Recorded data:
::::::

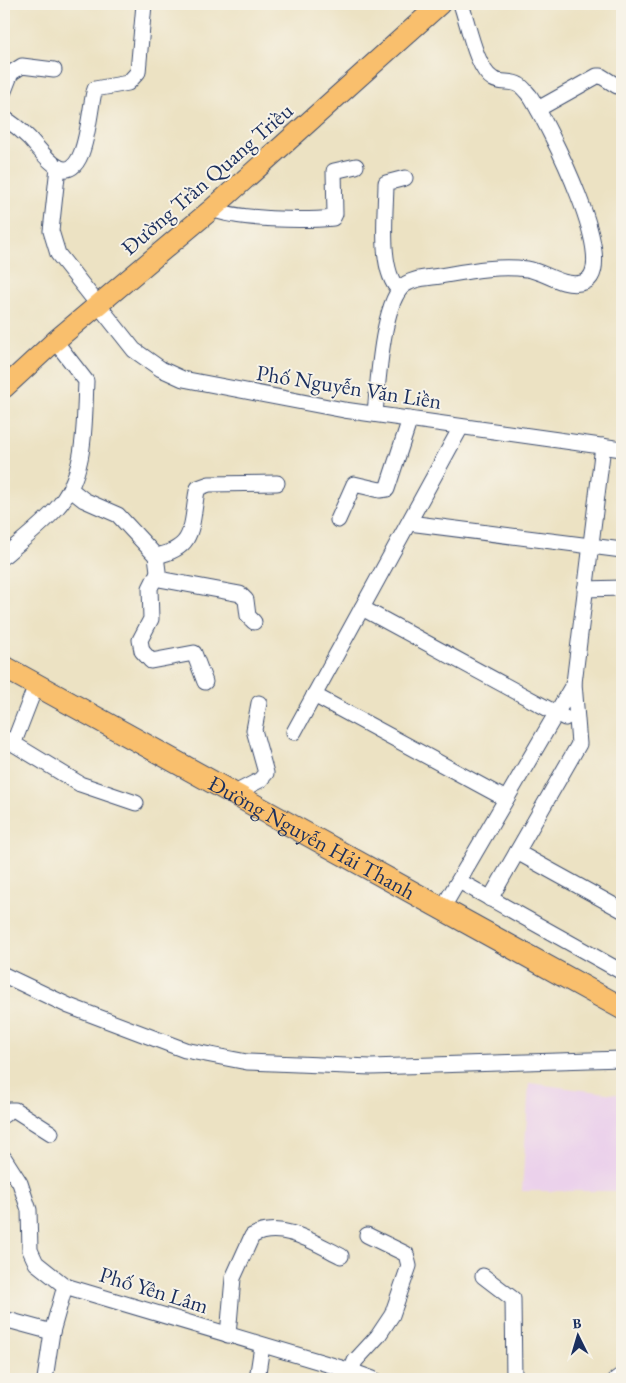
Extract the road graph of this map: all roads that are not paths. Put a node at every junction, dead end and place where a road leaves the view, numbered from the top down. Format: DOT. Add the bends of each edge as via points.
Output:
graph roads {
  1 [pos="144,4"];
  2 [pos="440,4"];
  3 [pos="461,4"];
  4 [pos="54,70"];
  5 [pos="617,86"];
  6 [pos="4,91"];
  7 [pos="538,109"];
  8 [pos="4,121"];
  9 [pos="356,166"];
  10 [pos="58,167"];
  11 [pos="405,178"];
  12 [pos="212,209"];
  13 [pos="399,290"];
  14 [pos="98,305"];
  15 [pos="55,341"];
  16 [pos="4,388"];
  17 [pos="375,413"];
  18 [pos="410,419"];
  19 [pos="461,427"];
  20 [pos="603,446"];
  21 [pos="622,449"];
  22 [pos="277,484"];
  23 [pos="70,489"];
  24 [pos="338,520"];
  25 [pos="409,523"];
  26 [pos="591,546"];
  27 [pos="622,550"];
  28 [pos="4,556"];
  29 [pos="156,556"];
  30 [pos="157,574"];
  31 [pos="622,588"];
  32 [pos="585,589"];
  33 [pos="362,608"];
  34 [pos="254,622"];
  35 [pos="4,667"];
  36 [pos="205,682"];
  37 [pos="574,683"];
  38 [pos="36,685"];
  39 [pos="314,695"];
  40 [pos="259,703"];
  41 [pos="556,713"];
  42 [pos="577,724"];
  43 [pos="294,732"];
  44 [pos="9,740"];
  45 [pos="233,794"];
  46 [pos="506,798"];
  47 [pos="136,803"];
  48 [pos="517,852"];
  49 [pos="459,881"];
  50 [pos="490,898"];
  51 [pos="442,909"];
  52 [pos="622,910"];
  53 [pos="622,972"];
  54 [pos="4,975"];
  55 [pos="622,1008"];
  56 [pos="622,1059"];
  57 [pos="4,1114"];
  58 [pos="51,1133"];
  59 [pos="4,1158"];
  60 [pos="368,1235"];
  61 [pos="341,1256"];
  62 [pos="483,1276"];
  63 [pos="65,1286"];
  64 [pos="4,1318"];
  65 [pos="52,1332"];
  66 [pos="228,1335"];
  67 [pos="262,1346"];
  68 [pos="350,1371"];
  69 [pos="622,1375"];
  70 [pos="45,1379"];
  71 [pos="257,1379"];
  72 [pos="373,1379"];
  73 [pos="514,1379"];
  74 [pos="616,1379"];
  1 -- 10 [label="street" via="138,72 128,83 95,89 82,153 76,165 66,169"];
  2 -- 12 [label="main road, Đường Trần Quang Triều"];
  3 -- 7 [label="street" via="486,72 500,83 520,85"];
  4 -- 6 [label="street" via="22,66 11,73"];
  5 -- 7 [label="street" via="597,76"];
  7 -- 13 [label="street" via="579,186 593,223 599,254 596,276 584,283 569,284 534,270 497,268 416,280"];
  8 -- 10 [label="street" via="26,135"];
  9 -- 12 [label="street" via="334,171 333,218 278,218"];
  10 -- 14 [label="street, Phố Nguyễn Văn Liền" via="51,230 53,241 58,254"];
  11 -- 13 [label="street" via="386,183 384,232 388,267"];
  12 -- 14 [label="main road, Đường Trần Quang Triều"];
  13 -- 17 [label="street" via="387,326"];
  14 -- 15 [label="main road, Đường Trần Quang Triều"];
  14 -- 17 [label="street, Phố Nguyễn Văn Liền" via="145,360 183,378 344,410"];
  15 -- 16 [label="main road, Đường Trần Quang Triều"];
  15 -- 23 [label="street" via="86,381 83,446"];
  17 -- 18 [label="street, Phố Nguyễn Văn Liền"];
  18 -- 19 [label="street, Phố Nguyễn Văn Liền"];
  18 -- 24 [label="street" via="387,489 354,484"];
  19 -- 20 [label="street, Phố Nguyễn Văn Liền"];
  19 -- 25 [label="street"];
  20 -- 21 [label="street, Phố Nguyễn Văn Liền"];
  20 -- 26 [label="street"];
  22 -- 29 [label="street" via="209,484 198,488 189,537 172,552"];
  23 -- 28 [label="street" via="56,510"];
  23 -- 29 [label="street" via="84,500 118,516"];
  25 -- 26 [label="street"];
  25 -- 33 [label="street"];
  26 -- 27 [label="street"];
  26 -- 32 [label="street"];
  29 -- 30 [label="street"];
  30 -- 34 [label="street" via="159,579 240,594 246,600 248,616"];
  30 -- 36 [label="street" via="150,588 151,619 140,640 142,651 151,660 194,654"];
  31 -- 32 [label="street"];
  32 -- 37 [label="street"];
  33 -- 39 [label="street"];
  33 -- 41 [label="street"];
  35 -- 38 [label="highway, Đường Nguyễn Hải Thanh"];
  37 -- 41 [label="street"];
  37 -- 42 [label="street"];
  38 -- 44 [label="street"];
  38 -- 45 [label="highway, Đường Nguyễn Hải Thanh"];
  39 -- 43 [label="street"];
  39 -- 46 [label="street"];
  40 -- 45 [label="street" via="254,730 266,773 260,780"];
  41 -- 42 [label="street"];
  41 -- 46 [label="street"];
  42 -- 48 [label="street" via="579,744"];
  44 -- 47 [label="street" via="80,784"];
  45 -- 51 [label="highway, Đường Nguyễn Hải Thanh"];
  46 -- 49 [label="street"];
  48 -- 50 [label="street"];
  48 -- 52 [label="street"];
  49 -- 50 [label="street"];
  49 -- 51 [label="street"];
  50 -- 53 [label="street"];
  51 -- 55 [label="highway, Đường Nguyễn Hải Thanh"];
  54 -- 56 [label="street" via="69,1006 185,1050 247,1062 370,1067"];
  57 -- 58 [label="street" via="15,1110"];
  59 -- 63 [label="street, Phố Yên Lâm" via="20,1183 29,1210 30,1250 36,1263"];
  60 -- 68 [label="street" via="406,1254 409,1266 388,1324 360,1354"];
  61 -- 66 [label="street" via="290,1233 252,1236 233,1278"];
  62 -- 73 [label="street" via="513,1299"];
  63 -- 65 [label="street"];
  63 -- 66 [label="street, Phố Yên Lâm"];
  64 -- 65 [label="street"];
  65 -- 70 [label="street"];
  66 -- 67 [label="street, Phố Yên Lâm"];
  67 -- 68 [label="street, Phố Yên Lâm"];
  67 -- 71 [label="street"];
  68 -- 72 [label="street, Phố Yên Lâm"];
  69 -- 74 [label="street"];
}
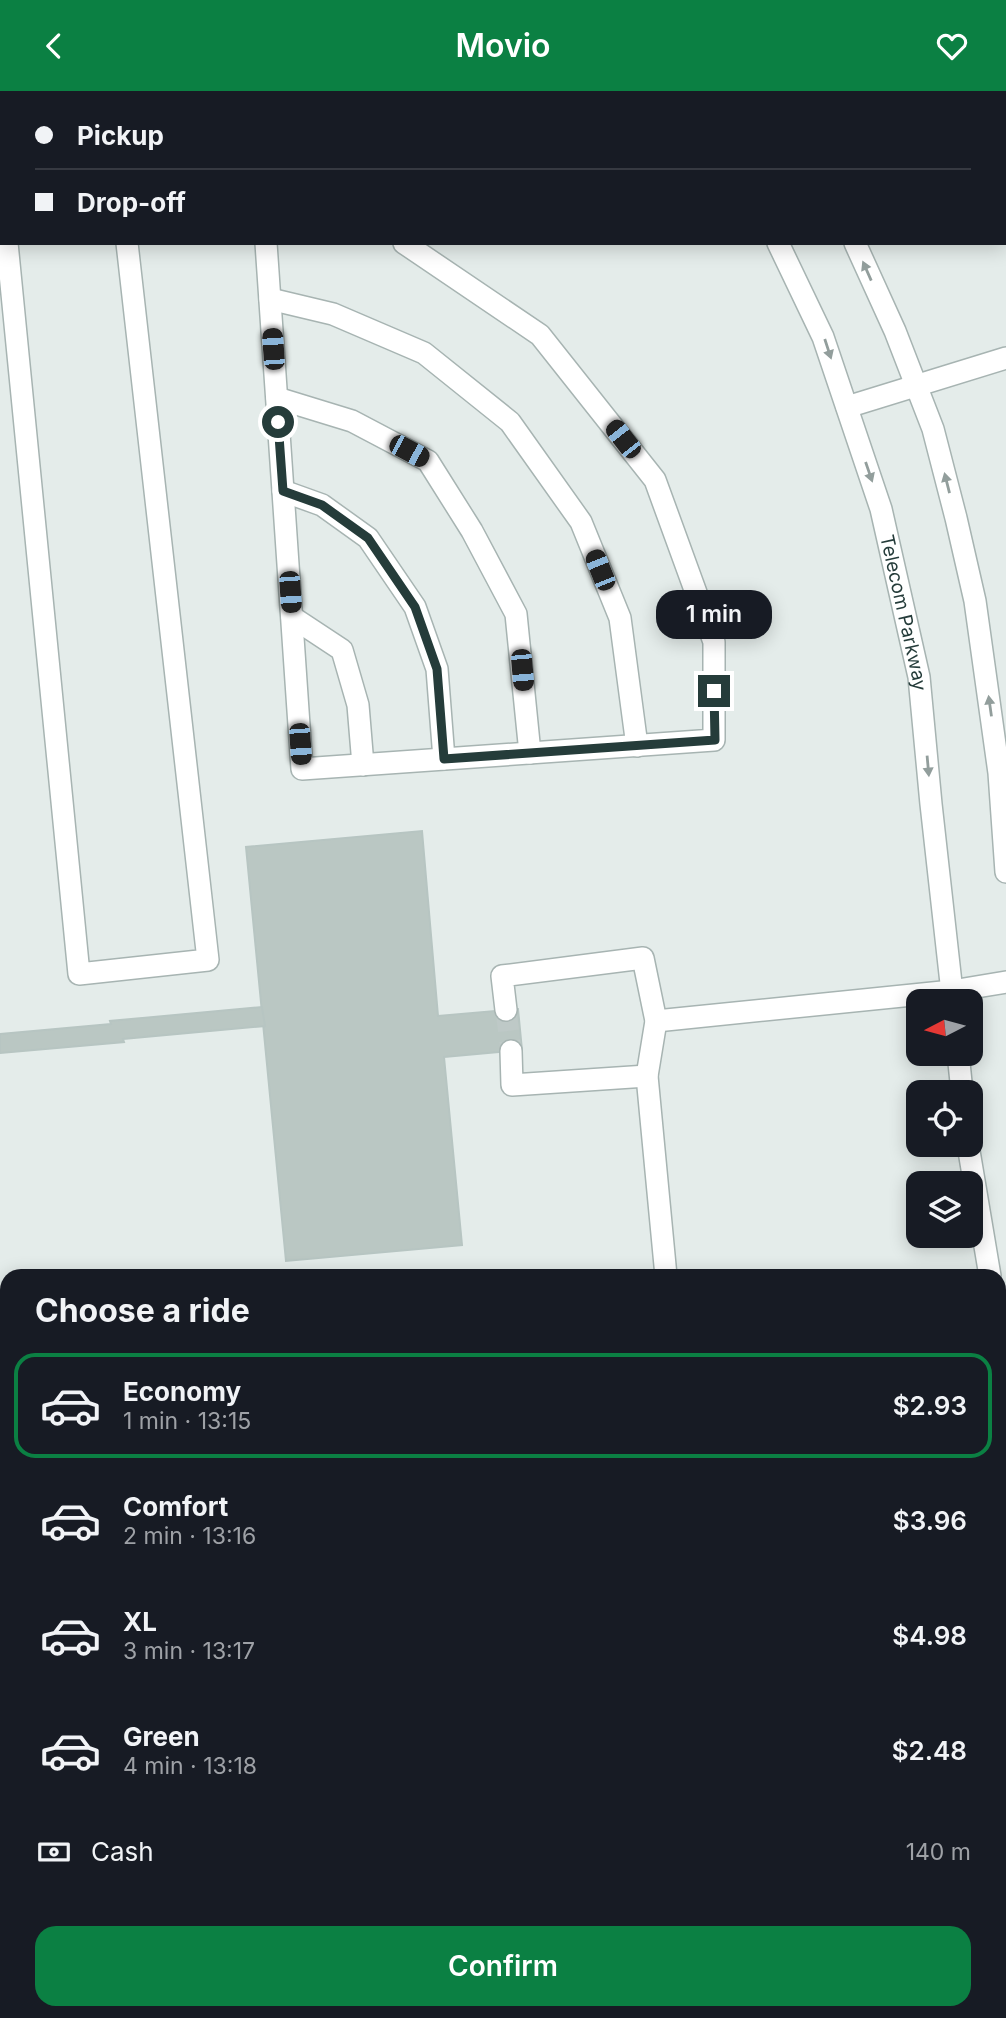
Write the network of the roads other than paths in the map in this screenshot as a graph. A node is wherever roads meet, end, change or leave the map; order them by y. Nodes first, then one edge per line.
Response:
1 (7, 245) edge
2 (127, 245) edge
3 (266, 245) edge
4 (407, 245) edge
5 (779, 245) edge
6 (856, 245) edge
7 (270, 299) junction
8 (1006, 358) edge
9 (916, 385) junction
10 (277, 398) junction
11 (847, 407) junction
12 (283, 491) junction
13 (292, 617) junction
14 (636, 746) junction
15 (530, 753) junction
16 (444, 759) junction
17 (363, 765) junction
18 (1006, 872) edge
19 (1006, 982) edge
20 (952, 989) edge
21 (980, 989) edge
22 (906, 1000) edge
23 (506, 1010) tunnel mouth
24 (656, 1021) junction
25 (510, 1051) tunnel mouth
26 (647, 1076) junction
27 (970, 1157) edge
28 (665, 1269) edge
29 (989, 1269) edge

1 - 2 street
3 - 7 street
4 - 14 street
5 -> 11 street, Telecom Parkway
9 -> 6 street
7 - 10 street
7 - 14 street
8 - 9 street
9 - 11 street
18 -> 9 street
10 - 12 street
10 - 15 street
11 -> 20 street, Telecom Parkway
12 - 13 street
12 - 16 street
13 - 17 street
13 - 17 street
14 - 15 street
15 - 16 street
16 - 17 street
19 - 21 street
22 - 24 street
23 - 24 street
24 - 26 street
25 - 26 street
26 - 28 street
27 - 29 street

::::::

▸ **ACTION ITEM**: Please repeat the records above exactly, omitting any pictures they contain.

▸ **REPLY**:
Extract the road graph of this map: all roads that are not paths. Put a node at every junction, dead end and place where a road leaves the view, numbered from the top down. Format: DOT. Add the bends of each edge as via points.
Output:
graph roads {
  1 [pos="144,4"];
  2 [pos="440,4"];
  3 [pos="461,4"];
  4 [pos="54,70"];
  5 [pos="617,86"];
  6 [pos="4,91"];
  7 [pos="538,109"];
  8 [pos="4,121"];
  9 [pos="356,166"];
  10 [pos="58,167"];
  11 [pos="405,178"];
  12 [pos="212,209"];
  13 [pos="399,290"];
  14 [pos="98,305"];
  15 [pos="55,341"];
  16 [pos="4,388"];
  17 [pos="375,413"];
  18 [pos="410,419"];
  19 [pos="461,427"];
  20 [pos="603,446"];
  21 [pos="622,449"];
  22 [pos="277,484"];
  23 [pos="70,489"];
  24 [pos="338,520"];
  25 [pos="409,523"];
  26 [pos="591,546"];
  27 [pos="622,550"];
  28 [pos="4,556"];
  29 [pos="156,556"];
  30 [pos="157,574"];
  31 [pos="622,588"];
  32 [pos="585,589"];
  33 [pos="362,608"];
  34 [pos="254,622"];
  35 [pos="4,667"];
  36 [pos="205,682"];
  37 [pos="574,683"];
  38 [pos="36,685"];
  39 [pos="314,695"];
  40 [pos="259,703"];
  41 [pos="556,713"];
  42 [pos="577,724"];
  43 [pos="294,732"];
  44 [pos="9,740"];
  45 [pos="233,794"];
  46 [pos="506,798"];
  47 [pos="136,803"];
  48 [pos="517,852"];
  49 [pos="459,881"];
  50 [pos="490,898"];
  51 [pos="442,909"];
  52 [pos="622,910"];
  53 [pos="622,972"];
  54 [pos="4,975"];
  55 [pos="622,1008"];
  56 [pos="622,1059"];
  57 [pos="4,1114"];
  58 [pos="51,1133"];
  59 [pos="4,1158"];
  60 [pos="368,1235"];
  61 [pos="341,1256"];
  62 [pos="483,1276"];
  63 [pos="65,1286"];
  64 [pos="4,1318"];
  65 [pos="52,1332"];
  66 [pos="228,1335"];
  67 [pos="262,1346"];
  68 [pos="350,1371"];
  69 [pos="622,1375"];
  70 [pos="45,1379"];
  71 [pos="257,1379"];
  72 [pos="373,1379"];
  73 [pos="514,1379"];
  74 [pos="616,1379"];
  1 -- 10 [label="street" via="138,72 128,83 95,89 82,153 76,165 66,169"];
  2 -- 12 [label="main road, Đường Trần Quang Triều"];
  3 -- 7 [label="street" via="486,72 500,83 520,85"];
  4 -- 6 [label="street" via="22,66 11,73"];
  5 -- 7 [label="street" via="597,76"];
  7 -- 13 [label="street" via="579,186 593,223 599,254 596,276 584,283 569,284 534,270 497,268 416,280"];
  8 -- 10 [label="street" via="26,135"];
  9 -- 12 [label="street" via="334,171 333,218 278,218"];
  10 -- 14 [label="street, Phố Nguyễn Văn Liền" via="51,230 53,241 58,254"];
  11 -- 13 [label="street" via="386,183 384,232 388,267"];
  12 -- 14 [label="main road, Đường Trần Quang Triều"];
  13 -- 17 [label="street" via="387,326"];
  14 -- 15 [label="main road, Đường Trần Quang Triều"];
  14 -- 17 [label="street, Phố Nguyễn Văn Liền" via="145,360 183,378 344,410"];
  15 -- 16 [label="main road, Đường Trần Quang Triều"];
  15 -- 23 [label="street" via="86,381 83,446"];
  17 -- 18 [label="street, Phố Nguyễn Văn Liền"];
  18 -- 19 [label="street, Phố Nguyễn Văn Liền"];
  18 -- 24 [label="street" via="387,489 354,484"];
  19 -- 20 [label="street, Phố Nguyễn Văn Liền"];
  19 -- 25 [label="street"];
  20 -- 21 [label="street, Phố Nguyễn Văn Liền"];
  20 -- 26 [label="street"];
  22 -- 29 [label="street" via="209,484 198,488 189,537 172,552"];
  23 -- 28 [label="street" via="56,510"];
  23 -- 29 [label="street" via="84,500 118,516"];
  25 -- 26 [label="street"];
  25 -- 33 [label="street"];
  26 -- 27 [label="street"];
  26 -- 32 [label="street"];
  29 -- 30 [label="street"];
  30 -- 34 [label="street" via="159,579 240,594 246,600 248,616"];
  30 -- 36 [label="street" via="150,588 151,619 140,640 142,651 151,660 194,654"];
  31 -- 32 [label="street"];
  32 -- 37 [label="street"];
  33 -- 39 [label="street"];
  33 -- 41 [label="street"];
  35 -- 38 [label="highway, Đường Nguyễn Hải Thanh"];
  37 -- 41 [label="street"];
  37 -- 42 [label="street"];
  38 -- 44 [label="street"];
  38 -- 45 [label="highway, Đường Nguyễn Hải Thanh"];
  39 -- 43 [label="street"];
  39 -- 46 [label="street"];
  40 -- 45 [label="street" via="254,730 266,773 260,780"];
  41 -- 42 [label="street"];
  41 -- 46 [label="street"];
  42 -- 48 [label="street" via="579,744"];
  44 -- 47 [label="street" via="80,784"];
  45 -- 51 [label="highway, Đường Nguyễn Hải Thanh"];
  46 -- 49 [label="street"];
  48 -- 50 [label="street"];
  48 -- 52 [label="street"];
  49 -- 50 [label="street"];
  49 -- 51 [label="street"];
  50 -- 53 [label="street"];
  51 -- 55 [label="highway, Đường Nguyễn Hải Thanh"];
  54 -- 56 [label="street" via="69,1006 185,1050 247,1062 370,1067"];
  57 -- 58 [label="street" via="15,1110"];
  59 -- 63 [label="street, Phố Yên Lâm" via="20,1183 29,1210 30,1250 36,1263"];
  60 -- 68 [label="street" via="406,1254 409,1266 388,1324 360,1354"];
  61 -- 66 [label="street" via="290,1233 252,1236 233,1278"];
  62 -- 73 [label="street" via="513,1299"];
  63 -- 65 [label="street"];
  63 -- 66 [label="street, Phố Yên Lâm"];
  64 -- 65 [label="street"];
  65 -- 70 [label="street"];
  66 -- 67 [label="street, Phố Yên Lâm"];
  67 -- 68 [label="street, Phố Yên Lâm"];
  67 -- 71 [label="street"];
  68 -- 72 [label="street, Phố Yên Lâm"];
  69 -- 74 [label="street"];
}
Write the network of the roads other than paths in the map in this screenshot as a graph. A node is wherever roads meet, end, change or leave the map; order them by y. Nodes first, then one edge per line.
Response:
1 (7, 245) edge
2 (127, 245) edge
3 (266, 245) edge
4 (407, 245) edge
5 (779, 245) edge
6 (856, 245) edge
7 (270, 299) junction
8 (1006, 358) edge
9 (916, 385) junction
10 (277, 398) junction
11 (847, 407) junction
12 (283, 491) junction
13 (292, 617) junction
14 (636, 746) junction
15 (530, 753) junction
16 (444, 759) junction
17 (363, 765) junction
18 (1006, 872) edge
19 (1006, 982) edge
20 (952, 989) edge
21 (980, 989) edge
22 (906, 1000) edge
23 (506, 1010) tunnel mouth
24 (656, 1021) junction
25 (510, 1051) tunnel mouth
26 (647, 1076) junction
27 (970, 1157) edge
28 (665, 1269) edge
29 (989, 1269) edge

1 - 2 street
3 - 7 street
4 - 14 street
5 -> 11 street, Telecom Parkway
9 -> 6 street
7 - 10 street
7 - 14 street
8 - 9 street
9 - 11 street
18 -> 9 street
10 - 12 street
10 - 15 street
11 -> 20 street, Telecom Parkway
12 - 13 street
12 - 16 street
13 - 17 street
13 - 17 street
14 - 15 street
15 - 16 street
16 - 17 street
19 - 21 street
22 - 24 street
23 - 24 street
24 - 26 street
25 - 26 street
26 - 28 street
27 - 29 street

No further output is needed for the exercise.